Funding: The study was supported by the Department of Children and Families and the Eunice Kennedy Shriver National Institute for Child Health and Human Development.

Depression research news about it

Author: Jeff Grabmeier
A source: Ohio State University
The connection: Jeff Grabmeier – Ohio State University
Photo: Image in public domain

Original study: Open access.
“Study of mechanisms linking economic security to parental conflict between low-income spouses” Joyce Y. Lee et al. Family relations


To study the mechanisms that link economic security to parental conflict between low-income spouses

The goal

The current study used a family stress model to examine the mechanisms by which economic security contributes to the mental health of mothers and fathers and the functioning of marital relationships.


Although low-income households are the focus of poverty research, financial hardship — daily living difficulties, including difficulty paying for housing, utilities, food, or health care — is common among American families.

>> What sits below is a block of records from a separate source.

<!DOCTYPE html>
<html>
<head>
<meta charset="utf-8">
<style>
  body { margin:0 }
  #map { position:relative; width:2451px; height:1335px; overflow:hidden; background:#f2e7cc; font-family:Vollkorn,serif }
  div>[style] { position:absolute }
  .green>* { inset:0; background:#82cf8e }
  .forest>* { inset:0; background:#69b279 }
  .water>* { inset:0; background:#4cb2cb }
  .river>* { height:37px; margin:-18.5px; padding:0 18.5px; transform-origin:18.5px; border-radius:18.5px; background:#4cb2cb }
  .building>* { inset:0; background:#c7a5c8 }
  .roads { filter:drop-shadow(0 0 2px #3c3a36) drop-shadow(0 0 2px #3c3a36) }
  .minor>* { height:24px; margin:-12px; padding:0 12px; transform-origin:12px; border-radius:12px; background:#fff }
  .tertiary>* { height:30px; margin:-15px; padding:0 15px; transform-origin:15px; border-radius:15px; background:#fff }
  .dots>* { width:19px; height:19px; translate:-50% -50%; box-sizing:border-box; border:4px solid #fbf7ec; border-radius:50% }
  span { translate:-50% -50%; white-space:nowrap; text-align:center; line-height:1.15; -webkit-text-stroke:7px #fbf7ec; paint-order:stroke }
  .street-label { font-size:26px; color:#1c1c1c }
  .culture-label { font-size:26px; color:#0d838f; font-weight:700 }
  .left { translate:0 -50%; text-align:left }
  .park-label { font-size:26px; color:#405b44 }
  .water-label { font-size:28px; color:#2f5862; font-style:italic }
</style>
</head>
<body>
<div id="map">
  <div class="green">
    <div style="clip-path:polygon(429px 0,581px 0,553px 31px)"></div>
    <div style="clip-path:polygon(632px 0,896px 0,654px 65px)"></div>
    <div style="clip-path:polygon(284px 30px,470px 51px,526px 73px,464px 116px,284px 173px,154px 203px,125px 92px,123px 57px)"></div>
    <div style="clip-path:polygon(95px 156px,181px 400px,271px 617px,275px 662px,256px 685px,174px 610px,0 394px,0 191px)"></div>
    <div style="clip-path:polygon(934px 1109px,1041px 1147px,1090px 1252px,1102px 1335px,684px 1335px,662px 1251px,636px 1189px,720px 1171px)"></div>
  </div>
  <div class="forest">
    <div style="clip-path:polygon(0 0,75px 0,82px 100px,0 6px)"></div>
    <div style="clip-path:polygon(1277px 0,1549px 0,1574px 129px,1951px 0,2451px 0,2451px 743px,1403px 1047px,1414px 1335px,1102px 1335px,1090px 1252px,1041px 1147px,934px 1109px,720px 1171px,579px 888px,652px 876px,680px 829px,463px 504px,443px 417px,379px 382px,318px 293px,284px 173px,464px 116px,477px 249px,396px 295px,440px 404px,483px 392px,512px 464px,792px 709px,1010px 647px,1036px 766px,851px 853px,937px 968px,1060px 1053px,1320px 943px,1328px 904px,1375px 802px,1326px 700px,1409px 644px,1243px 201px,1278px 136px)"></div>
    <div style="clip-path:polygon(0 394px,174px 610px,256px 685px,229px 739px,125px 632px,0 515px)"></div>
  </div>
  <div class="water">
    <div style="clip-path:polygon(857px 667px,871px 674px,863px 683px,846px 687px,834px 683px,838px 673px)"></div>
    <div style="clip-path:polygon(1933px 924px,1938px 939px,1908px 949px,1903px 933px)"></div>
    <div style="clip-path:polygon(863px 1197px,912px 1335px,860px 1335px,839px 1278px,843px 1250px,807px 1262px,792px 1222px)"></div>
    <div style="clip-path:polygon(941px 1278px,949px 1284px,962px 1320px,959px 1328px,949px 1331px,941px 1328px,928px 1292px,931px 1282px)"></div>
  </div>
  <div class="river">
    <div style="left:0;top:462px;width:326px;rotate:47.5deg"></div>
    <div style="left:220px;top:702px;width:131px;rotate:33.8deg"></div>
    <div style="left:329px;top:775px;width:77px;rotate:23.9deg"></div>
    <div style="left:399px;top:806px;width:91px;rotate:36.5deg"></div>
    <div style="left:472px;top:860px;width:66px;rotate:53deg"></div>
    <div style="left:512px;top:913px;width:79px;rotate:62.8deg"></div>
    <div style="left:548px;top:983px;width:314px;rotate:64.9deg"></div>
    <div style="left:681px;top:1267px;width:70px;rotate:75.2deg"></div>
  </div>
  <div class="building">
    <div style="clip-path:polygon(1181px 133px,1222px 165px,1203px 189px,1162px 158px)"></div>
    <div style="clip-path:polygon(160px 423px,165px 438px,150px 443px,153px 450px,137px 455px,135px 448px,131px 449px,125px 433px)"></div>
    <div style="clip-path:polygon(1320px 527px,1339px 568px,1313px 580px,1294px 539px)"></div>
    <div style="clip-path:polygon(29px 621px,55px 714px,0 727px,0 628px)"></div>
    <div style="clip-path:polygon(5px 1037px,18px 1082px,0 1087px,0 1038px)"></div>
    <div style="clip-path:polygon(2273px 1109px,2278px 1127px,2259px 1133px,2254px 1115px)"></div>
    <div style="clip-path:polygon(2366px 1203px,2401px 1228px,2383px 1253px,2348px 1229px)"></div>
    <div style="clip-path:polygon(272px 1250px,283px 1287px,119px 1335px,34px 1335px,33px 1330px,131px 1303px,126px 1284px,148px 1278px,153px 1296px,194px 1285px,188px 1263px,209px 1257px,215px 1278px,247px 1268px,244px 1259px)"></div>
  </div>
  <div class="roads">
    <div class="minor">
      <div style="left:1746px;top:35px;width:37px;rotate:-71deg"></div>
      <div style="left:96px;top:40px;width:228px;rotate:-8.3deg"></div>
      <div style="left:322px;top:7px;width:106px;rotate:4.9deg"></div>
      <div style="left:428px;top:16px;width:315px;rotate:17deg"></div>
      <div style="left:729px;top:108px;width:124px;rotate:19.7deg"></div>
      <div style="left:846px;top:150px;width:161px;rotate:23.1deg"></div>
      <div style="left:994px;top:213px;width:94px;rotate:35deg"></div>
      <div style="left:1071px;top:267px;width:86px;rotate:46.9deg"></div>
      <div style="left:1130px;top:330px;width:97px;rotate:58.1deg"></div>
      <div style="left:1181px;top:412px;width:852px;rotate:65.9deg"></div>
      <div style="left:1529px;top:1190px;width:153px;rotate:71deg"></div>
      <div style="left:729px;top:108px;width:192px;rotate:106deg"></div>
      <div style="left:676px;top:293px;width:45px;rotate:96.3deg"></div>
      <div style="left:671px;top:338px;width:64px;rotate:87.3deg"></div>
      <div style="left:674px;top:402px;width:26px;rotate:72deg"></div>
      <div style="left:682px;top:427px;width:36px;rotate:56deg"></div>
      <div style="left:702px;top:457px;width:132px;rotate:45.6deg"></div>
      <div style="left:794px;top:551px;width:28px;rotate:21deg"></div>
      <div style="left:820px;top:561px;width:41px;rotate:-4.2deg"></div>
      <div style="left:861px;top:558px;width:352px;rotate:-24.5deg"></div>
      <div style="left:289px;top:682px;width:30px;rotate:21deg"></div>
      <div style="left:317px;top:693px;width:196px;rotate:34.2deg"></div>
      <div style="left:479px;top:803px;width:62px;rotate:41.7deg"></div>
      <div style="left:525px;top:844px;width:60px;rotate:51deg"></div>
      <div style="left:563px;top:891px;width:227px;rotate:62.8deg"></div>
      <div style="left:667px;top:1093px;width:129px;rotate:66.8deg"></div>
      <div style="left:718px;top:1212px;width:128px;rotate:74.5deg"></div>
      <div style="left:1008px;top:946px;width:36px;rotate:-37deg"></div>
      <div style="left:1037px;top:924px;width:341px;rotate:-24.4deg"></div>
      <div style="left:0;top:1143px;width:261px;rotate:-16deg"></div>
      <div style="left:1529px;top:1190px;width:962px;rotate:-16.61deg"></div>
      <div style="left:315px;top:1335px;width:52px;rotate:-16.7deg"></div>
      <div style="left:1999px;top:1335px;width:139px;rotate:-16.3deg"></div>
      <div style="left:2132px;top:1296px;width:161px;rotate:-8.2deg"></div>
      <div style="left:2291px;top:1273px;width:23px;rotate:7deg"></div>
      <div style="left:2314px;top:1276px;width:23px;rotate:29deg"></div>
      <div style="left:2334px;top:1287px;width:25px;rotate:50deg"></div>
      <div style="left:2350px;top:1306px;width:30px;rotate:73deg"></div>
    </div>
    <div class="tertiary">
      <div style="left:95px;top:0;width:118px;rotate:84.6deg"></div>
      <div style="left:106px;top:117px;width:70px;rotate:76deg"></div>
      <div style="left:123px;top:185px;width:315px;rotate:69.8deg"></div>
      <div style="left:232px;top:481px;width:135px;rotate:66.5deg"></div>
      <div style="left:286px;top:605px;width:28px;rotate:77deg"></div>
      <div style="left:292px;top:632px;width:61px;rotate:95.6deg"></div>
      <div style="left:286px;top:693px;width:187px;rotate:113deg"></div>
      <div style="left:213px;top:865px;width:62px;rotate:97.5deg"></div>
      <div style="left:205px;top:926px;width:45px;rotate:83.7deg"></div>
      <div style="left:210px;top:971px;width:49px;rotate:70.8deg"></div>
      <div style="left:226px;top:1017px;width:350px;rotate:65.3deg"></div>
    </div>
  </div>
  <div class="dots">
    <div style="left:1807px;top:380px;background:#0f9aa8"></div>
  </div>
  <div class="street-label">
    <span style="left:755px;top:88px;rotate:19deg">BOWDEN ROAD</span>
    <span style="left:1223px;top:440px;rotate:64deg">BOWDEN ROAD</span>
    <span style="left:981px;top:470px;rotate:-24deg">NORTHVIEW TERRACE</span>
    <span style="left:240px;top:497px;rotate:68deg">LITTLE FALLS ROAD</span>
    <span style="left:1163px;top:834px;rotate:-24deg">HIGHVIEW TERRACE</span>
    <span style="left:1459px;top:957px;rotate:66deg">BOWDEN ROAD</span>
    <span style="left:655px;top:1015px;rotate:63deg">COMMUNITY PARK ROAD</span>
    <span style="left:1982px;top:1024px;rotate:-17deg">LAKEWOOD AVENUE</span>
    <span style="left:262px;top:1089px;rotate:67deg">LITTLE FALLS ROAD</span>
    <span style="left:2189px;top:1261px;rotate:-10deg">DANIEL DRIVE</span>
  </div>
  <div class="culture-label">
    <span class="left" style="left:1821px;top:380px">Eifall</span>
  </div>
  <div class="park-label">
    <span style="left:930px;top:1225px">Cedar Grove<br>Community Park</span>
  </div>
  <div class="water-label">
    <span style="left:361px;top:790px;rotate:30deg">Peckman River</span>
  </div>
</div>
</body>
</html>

The participants were representatives of the Strong Families project. Couples were racially diverse (43.52% black; 28.88% Latin; 17.29% white; 10.31% other) and low-income (Do not = 2794). Economic security includes income poverty and financial hardship. Bayesian mediation analysis was used using the previous evidence base of the family stress model.


Material hardship, but not income poverty, predicted high levels of depressive symptoms in both mother and father. Only paternal depressive symptoms are associated with a high level of parental destructive conflict (i.e., spouses use moderate verbal aggression that can damage a partner’s relationship). The analysis of mediation confirmed that the financial hardship was primarily due to the depressive symptoms associated with the parent’s destructive parental conflict.

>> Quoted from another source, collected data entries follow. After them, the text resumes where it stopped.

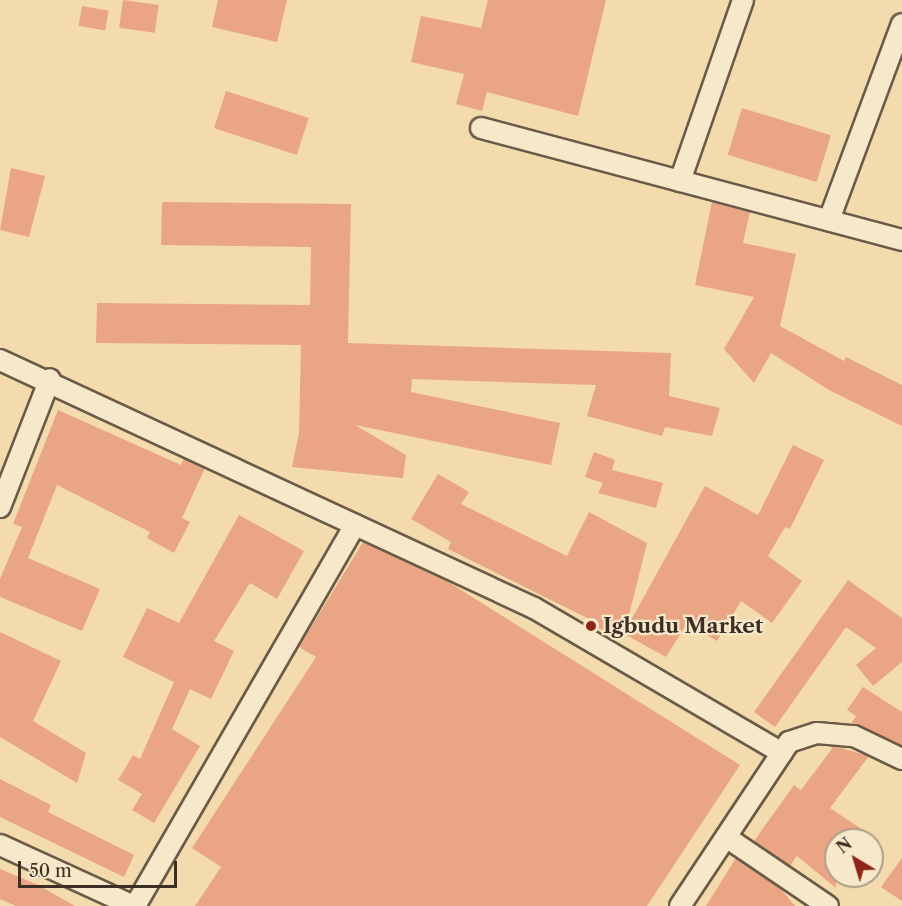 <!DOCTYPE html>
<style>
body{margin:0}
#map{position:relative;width:902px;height:906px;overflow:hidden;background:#f4dbad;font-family:"Libre Caslon Text",serif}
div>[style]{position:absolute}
.building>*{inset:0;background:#e9a584;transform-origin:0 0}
.roads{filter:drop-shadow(2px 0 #6a5b48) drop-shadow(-2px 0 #6a5b48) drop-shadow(0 2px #6a5b48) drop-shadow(0 -2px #6a5b48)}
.street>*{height:20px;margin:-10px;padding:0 10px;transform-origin:10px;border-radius:10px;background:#f8e8ca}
.dots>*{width:16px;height:16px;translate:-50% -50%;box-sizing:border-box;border:3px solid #f8e8ca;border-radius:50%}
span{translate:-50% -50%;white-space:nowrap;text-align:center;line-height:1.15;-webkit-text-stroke:4.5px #f8e8ca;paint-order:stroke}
.poi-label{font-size:21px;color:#3c3026;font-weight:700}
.left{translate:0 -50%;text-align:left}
.north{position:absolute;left:824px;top:828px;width:60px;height:60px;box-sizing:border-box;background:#f8e8ca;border:2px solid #ad9e88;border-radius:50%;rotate:322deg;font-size:16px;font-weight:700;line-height:24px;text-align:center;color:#3c3026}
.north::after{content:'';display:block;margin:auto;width:21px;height:27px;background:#8f2418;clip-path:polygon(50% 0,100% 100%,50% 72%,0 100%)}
.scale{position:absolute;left:18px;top:861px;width:159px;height:27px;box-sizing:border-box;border:3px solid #3c3026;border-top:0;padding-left:8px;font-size:18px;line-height:21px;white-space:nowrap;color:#3c3026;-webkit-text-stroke:4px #f8e8ca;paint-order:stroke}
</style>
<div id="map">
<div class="building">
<div style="left:123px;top:0;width:36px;height:28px;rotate:8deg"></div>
<div style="clip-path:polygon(218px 0,287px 0,277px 42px,212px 27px)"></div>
<div style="clip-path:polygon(488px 0,606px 0,578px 116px,487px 92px,482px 111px,456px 104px,464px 74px,411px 62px,421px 16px,481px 28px)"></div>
<div style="left:82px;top:6px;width:27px;height:20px;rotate:10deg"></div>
<div style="left:226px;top:91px;width:87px;height:39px;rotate:18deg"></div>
<div style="left:742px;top:108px;width:93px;height:49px;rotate:17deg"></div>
<div style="clip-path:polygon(11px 168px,45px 176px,29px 237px,0 230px)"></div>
<div style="clip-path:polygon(162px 202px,351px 204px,348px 343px,671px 353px,669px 396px,720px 408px,712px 436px,665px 427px,662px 436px,587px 416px,596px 385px,412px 379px,411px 392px,560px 423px,551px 465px,355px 425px,406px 455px,403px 478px,292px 467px,299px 433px,301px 345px,96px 343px,97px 303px,310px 305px,311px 247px,161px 245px)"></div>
<div style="clip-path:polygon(712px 202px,750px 212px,743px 243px,796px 254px,780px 326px,844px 361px,846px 357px,902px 385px,902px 426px,829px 390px,771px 353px,754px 383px,724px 349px,754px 297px,695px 285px)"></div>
<div style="clip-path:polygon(58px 410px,181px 465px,184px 458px,205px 468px,182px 518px,190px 522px,174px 553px,147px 538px,150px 532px,57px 485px,28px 558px,100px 589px,82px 631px,0 597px,0 579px,22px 527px,13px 524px)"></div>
<div style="clip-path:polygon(793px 445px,824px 460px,790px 529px,785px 527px,768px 556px,802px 581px,772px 623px,741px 601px,717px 641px,687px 623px,666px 657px,617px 630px,613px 636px,597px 627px,599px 624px,448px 549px,451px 542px,411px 519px,438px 474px,469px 492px,461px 504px,567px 556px,589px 512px,647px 543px,625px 631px,705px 486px,758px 515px)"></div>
<div style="clip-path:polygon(594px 452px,615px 460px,612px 470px,663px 483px,656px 508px,598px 493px,603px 483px,585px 477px)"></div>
<div style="clip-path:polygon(239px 515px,304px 551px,277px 599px,250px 583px,214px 641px,234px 651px,211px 699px,190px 689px,172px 729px,200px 746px,154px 823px,132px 810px,142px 794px,118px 780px,133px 755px,140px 759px,174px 682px,123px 657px,147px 608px,179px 623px)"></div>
<div style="clip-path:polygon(363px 542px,442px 578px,740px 765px,647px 906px,195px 906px,221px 867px,192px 848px,316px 657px,299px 647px)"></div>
<div style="clip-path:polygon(848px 580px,902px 618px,902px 662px,873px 686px,856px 665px,876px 648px,846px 627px,775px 727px,754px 712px)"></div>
<div style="clip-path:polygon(0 632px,61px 661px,33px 721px,86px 753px,77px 783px,0 737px)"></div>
<div style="clip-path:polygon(863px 687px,902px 712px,902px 745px,851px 724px,856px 716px,847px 710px)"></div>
<div style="clip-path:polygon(834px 746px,869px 756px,830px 808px,878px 840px,836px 840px,836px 888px,797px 856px,790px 866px,754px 841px,794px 785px,801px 790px)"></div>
<div style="clip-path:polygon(0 779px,51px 805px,48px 812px,134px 855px,124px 877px,0 817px)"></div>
<div style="clip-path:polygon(736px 858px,780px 888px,795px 906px,706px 906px)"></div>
<div style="clip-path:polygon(902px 858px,902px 901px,881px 887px)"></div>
<div style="clip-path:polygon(0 869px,38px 885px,75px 906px,16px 906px,0 899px)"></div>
</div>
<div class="roads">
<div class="street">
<div style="left:481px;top:128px;width:436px;rotate:14.9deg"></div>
<div style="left:680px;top:181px;width:192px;rotate:-70.8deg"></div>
<div style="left:829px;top:220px;width:209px;rotate:-69.6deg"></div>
<div style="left:0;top:360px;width:589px;rotate:24.91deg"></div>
<div style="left:534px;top:608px;width:287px;rotate:30.3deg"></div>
<div style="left:0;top:507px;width:137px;rotate:-68.7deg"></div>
<div style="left:726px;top:837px;width:123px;rotate:34.1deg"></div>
<div style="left:0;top:845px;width:146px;rotate:24.6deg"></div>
<div style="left:135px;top:906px;width:440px;rotate:-60deg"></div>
<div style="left:680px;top:906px;width:197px;rotate:-56.4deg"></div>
<div style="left:789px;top:742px;width:29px;rotate:-18deg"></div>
<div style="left:817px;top:733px;width:37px;rotate:5deg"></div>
<div style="left:854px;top:736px;width:53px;rotate:25.6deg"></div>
</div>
</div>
<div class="dots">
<div style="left:591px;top:626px;background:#8f2418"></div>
</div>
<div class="poi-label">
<span class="left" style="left:603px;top:626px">Igbudu Market</span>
</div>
<div class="north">N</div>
<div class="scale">50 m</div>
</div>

The economic stress of meeting the daily material needs of the family is the basis of the mental health problems of parents, which lead to destructive conflict between parents, especially through the symptoms of paternal depression.


Family strengthening programs address material challenges (such as comprehensive needs assessment, community-based resource access, and parental employment training) as part of parents ‘efforts to address parental mental health and spouses’ destructive behavior. it’s possible.